I don’t agree with the early part of this New Statesman article, but there are some good points in it, not unrelated to my post the other day.
The Severed Floor is not the Black Lodge
In which I complain about Severance being too slow, not guaranteed to finish, and not Twin Peaks.
I wish people wouldn’t post links to videos without warnings. You tap or click through to read something, and suddenly a video blares out. Most annoying.
Maybe You Can Post Your Way Through Fascism
Some thoughts on how that post about posting not being enough might have discouraged some writers.
📗 Books 2025, 5: Annihilation, by Jeff VanderMeer
As The Dispossessed starts with a wall, Annihilation starts with a tower. And as LeGuin’s wall round a spaceport both closes the planet off from the rest of the universe, and encloses the universe, depending on how you look at it; so VanderMeer’s tower has its topological oddity. It starts at ground level and goes down, into the ground underneath it, rather than rising into the air.
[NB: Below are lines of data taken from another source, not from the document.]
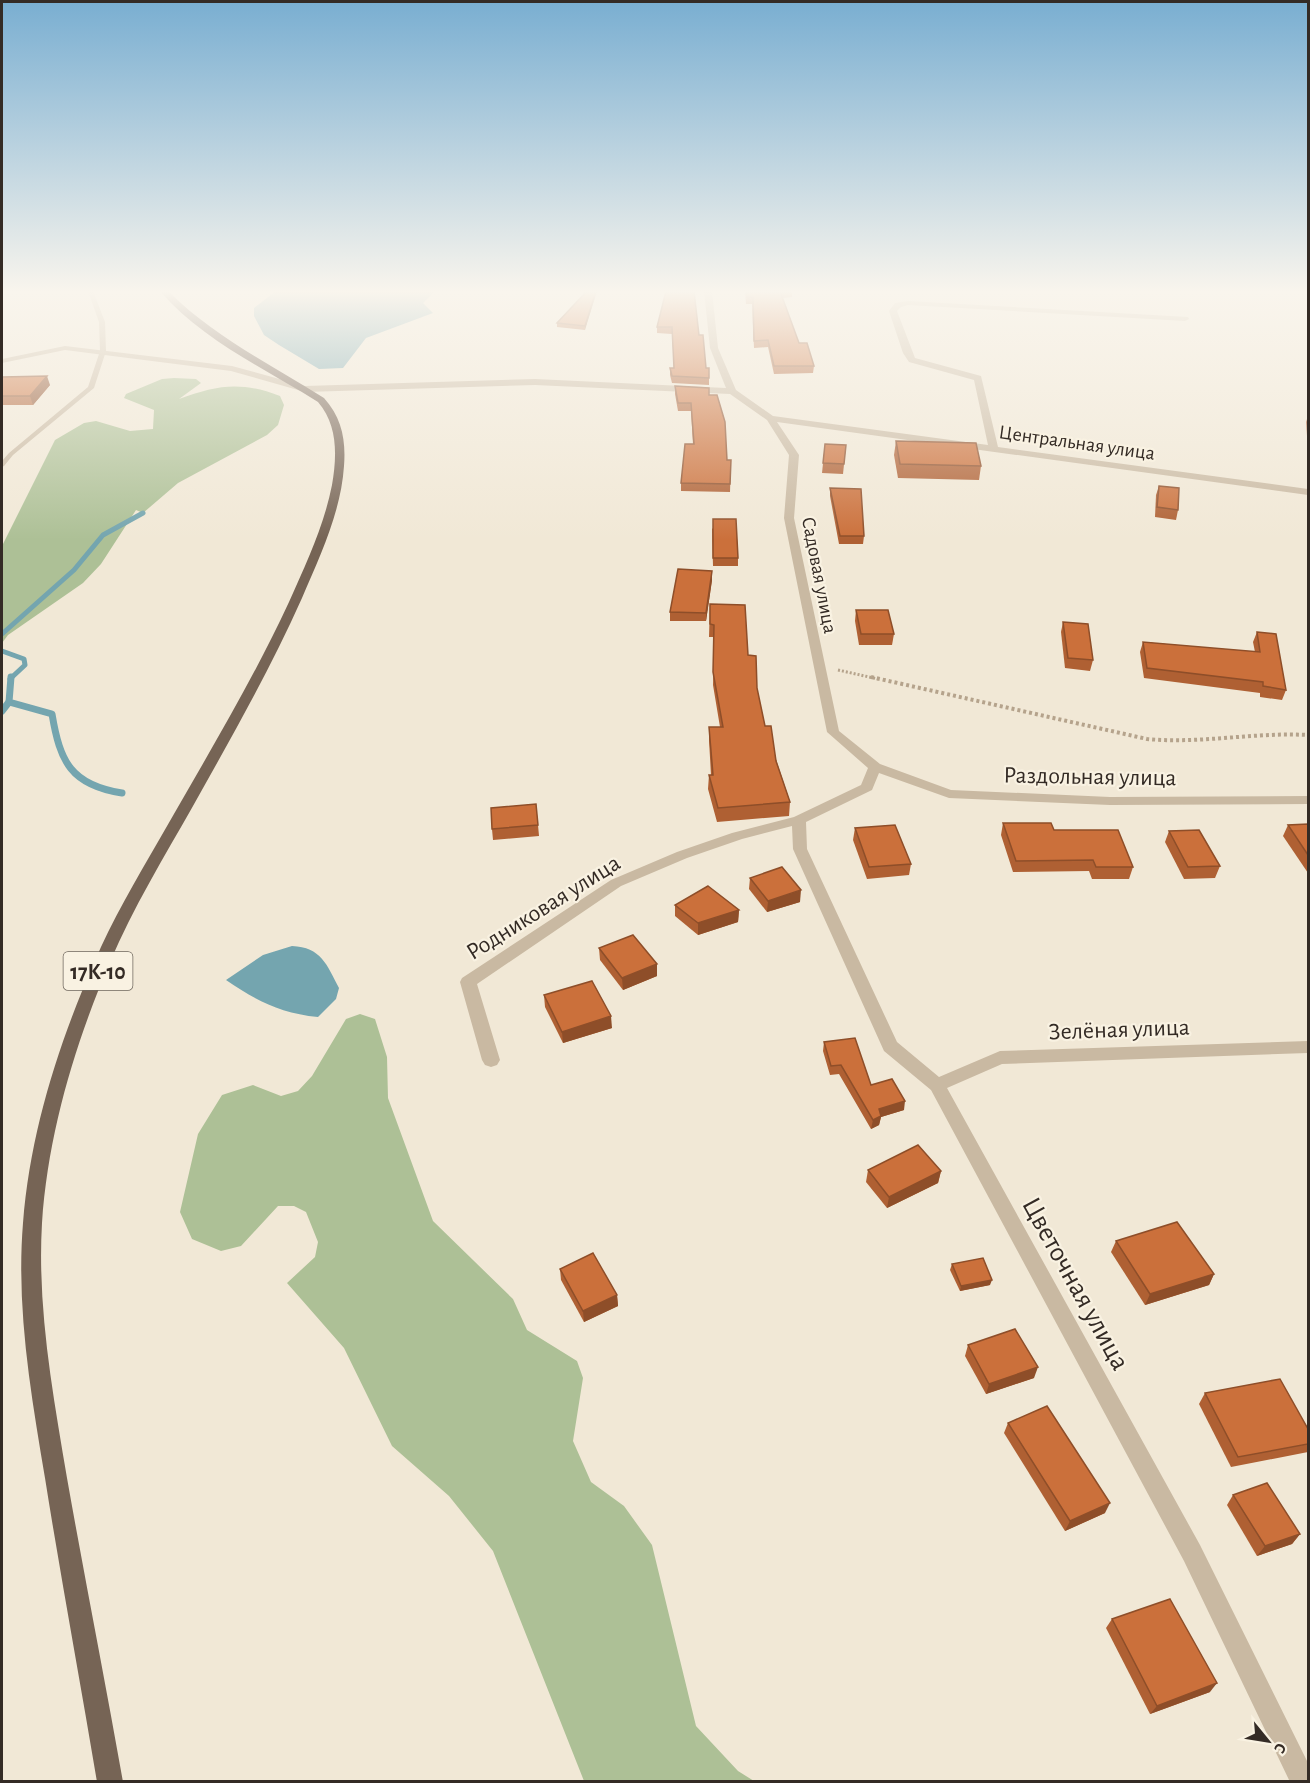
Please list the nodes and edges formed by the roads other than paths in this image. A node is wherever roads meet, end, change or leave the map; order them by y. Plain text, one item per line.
1 (95, 374) edge
2 (251, 374) edge
3 (281, 374) edge
4 (725, 374) edge
5 (964, 374) edge
6 (305, 389) junction
7 (732, 391) junction
8 (770, 418) junction
9 (994, 449) junction
10 (2, 465) edge
11 (1308, 492) edge
12 (875, 767) junction
13 (1308, 800) edge
14 (799, 820) junction
15 (1308, 1047) edge
16 (491, 1060) dead end
17 (937, 1085) junction
18 (110, 1782) edge
19 (1304, 1782) edge

1 - 10 lane
2 - 6 street
3 - 6 main road, 17К-10
4 - 7 street
5 - 9 street
6 - 7 street
6 - 18 main road, 17К-10
7 - 8 street, Садовая улица
8 - 9 street, Центральная улица
8 - 12 street, Садовая улица
9 - 11 street, Центральная улица
12 - 13 street, Раздольная улица
12 - 14 street, Родниковая улица
14 - 16 street, Родниковая улица
14 - 17 street, Цветочная улица
15 - 17 street, Зелёная улица
17 - 19 street, Цветочная улица

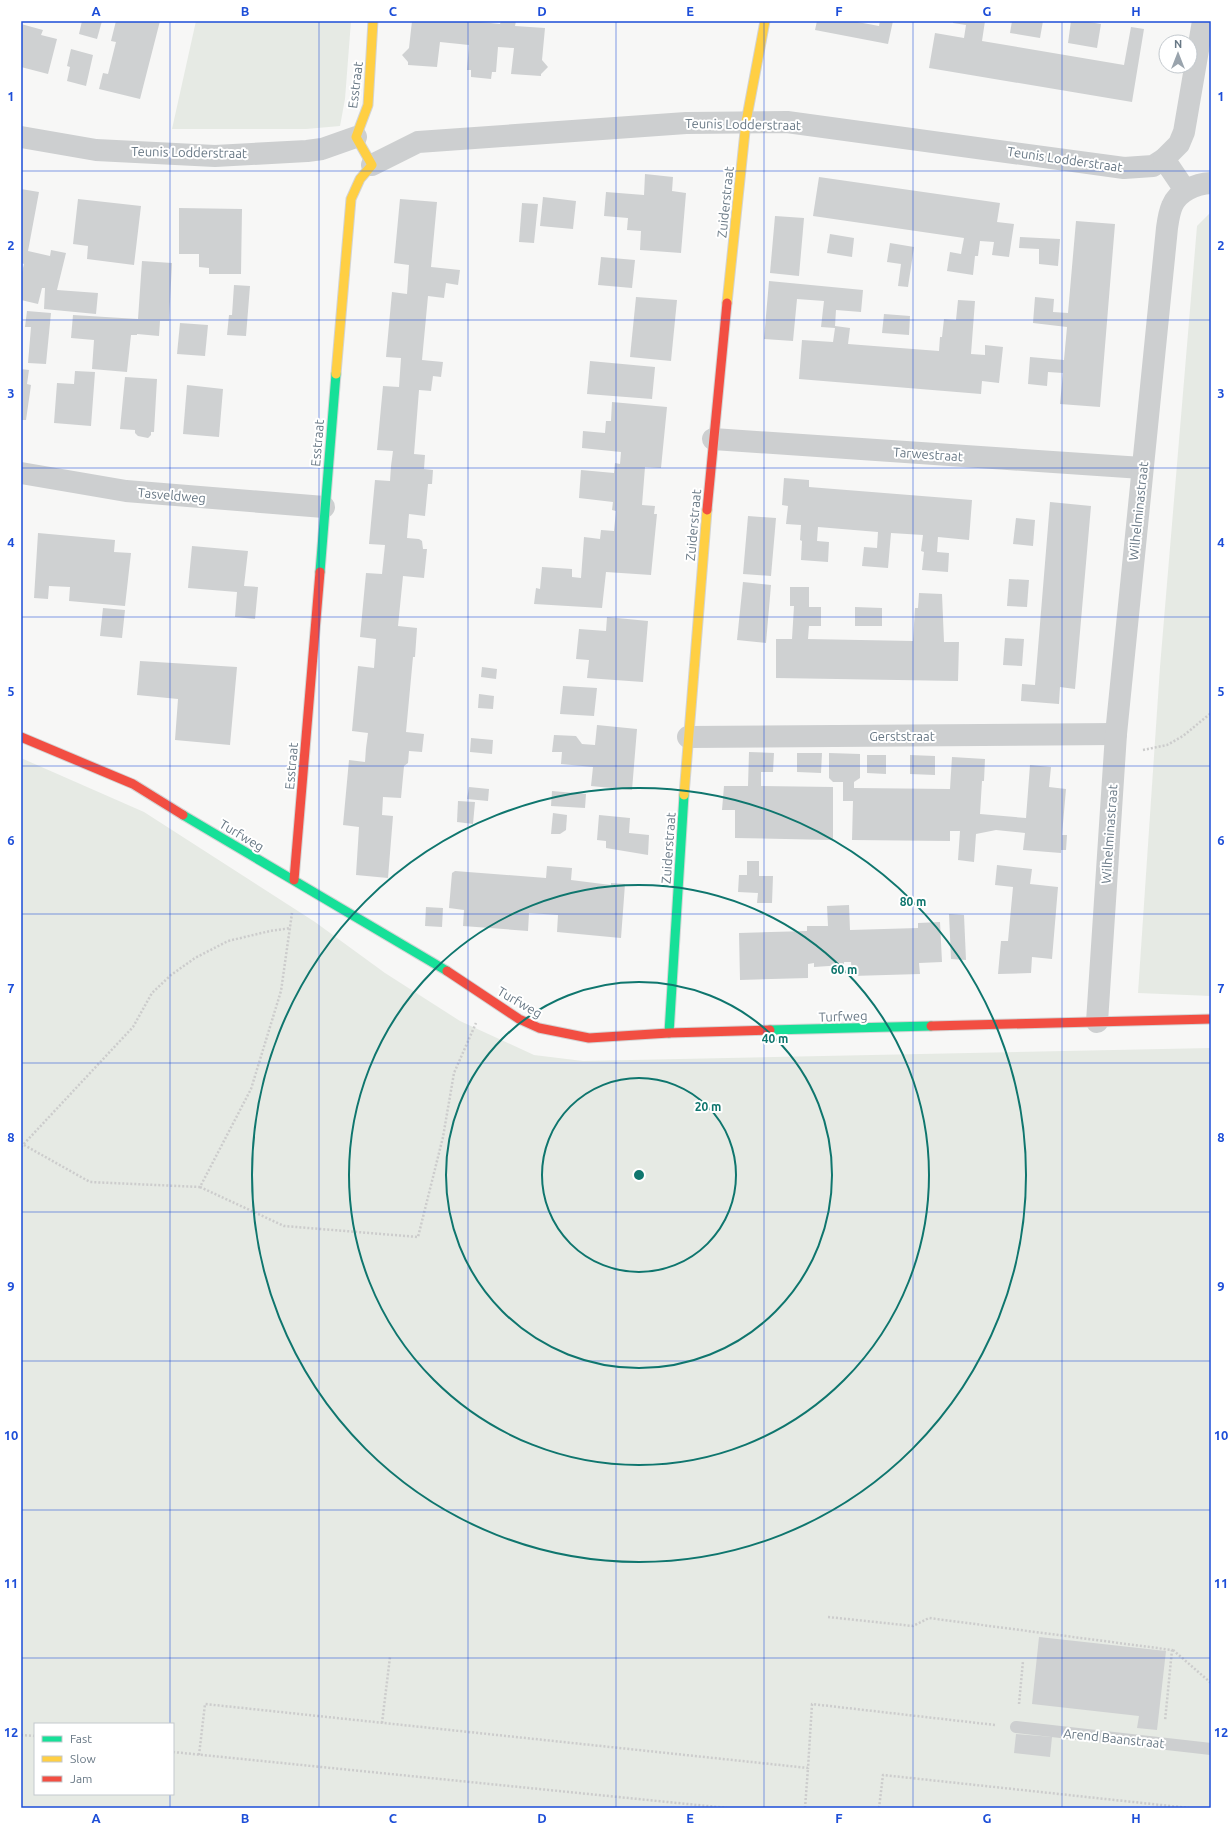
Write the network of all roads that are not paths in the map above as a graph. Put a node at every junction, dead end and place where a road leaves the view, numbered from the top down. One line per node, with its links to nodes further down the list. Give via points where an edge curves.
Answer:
1 (373, 21): 6 (street, Esstraat, via 368,105)
2 (765, 21): 4 (street, Zuiderstraat)
3 (1203, 21): 7 (street, via 1184,132 1179,144)
4 (746, 122): 7 (street, Teunis Lodderstraat, via 787,122 1124,168 1153,166); 8 (street, Teunis Lodderstraat, via 686,123 418,142); 11 (street, Zuiderstraat)
5 (21, 137): 6 (street, Teunis Lodderstraat, via 96,150 214,156 307,151)
6 (356, 137): 8 (street)
7 (1164, 159): 10 (street)
8 (372, 165): 14 (street, Esstraat, via 360,179 351,199)
9 (1211, 183): 10 (street, via 1198,184)
10 (1185, 190): 12 (street, Wilhelminastraat, via 1172,205 1167,228)
11 (714, 439): 12 (street, Tarwestraat); 16 (street, Zuiderstraat)
12 (1142, 468): 17 (street, Wilhelminastraat)
13 (21, 473): 14 (street, Tasveldweg, via 126,491)
14 (324, 507): 18 (street, Esstraat)
15 (21, 737): 18 (street, Turfweg, via 133,784)
16 (688, 737): 17 (street, Gerststraat); 21 (street, Zuiderstraat)
17 (1115, 742): 20 (street, Wilhelminastraat)
18 (294, 880): 21 (street, Turfweg, via 442,968 519,1019 539,1028 589,1038)
19 (1211, 1019): 20 (street, Turfweg)
20 (1097, 1022): 21 (street, Turfweg)
21 (669, 1033)
22 (1016, 1727): 23 (lane, Arend Baanstraat)
23 (1211, 1749)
Or so the Biologist sees it, But this is Area X, and things are rarely as they seem.
The Biologist is the first person narrator. Accompanied by three other women — the Psychologist, the Anthropologist, and the Surveyor — they are the latest in a series of groups sent in to investigate the mysterious zone.
Almost everything is unexplained in this book. It is incredibly compelling, gripping, even, but everything remains unexplained, the ending is open. Yet while there are three more books in the series, I feel it’s such a perfect little nugget, beautifully crafted, that to read on would almost spoil it.
I suspect that’s not true, though. We are in safe hands with VanderMeer, so I expect the continuation will be sound. I remember my friend Simon having a similar response when he read Hyperion. Its perfectly-crafted open ending seemed to him like it didn’t need a sequel. But of course The Fall of Hyperion was magnificent, and so were the two Endymion followups.
Anyway, this is great, but you probably already knew that, what with winning awards and being ten years old.
I got lucky(?) in a prize draw at work, so tonight I’m going to the Brit Awards finals. Taking my daughter. I suspect she’ll get more out of it than me.
It was 30 years ago today, PJ Harvey tells us, that To Bring You My Love was released. Sounds as good as ever.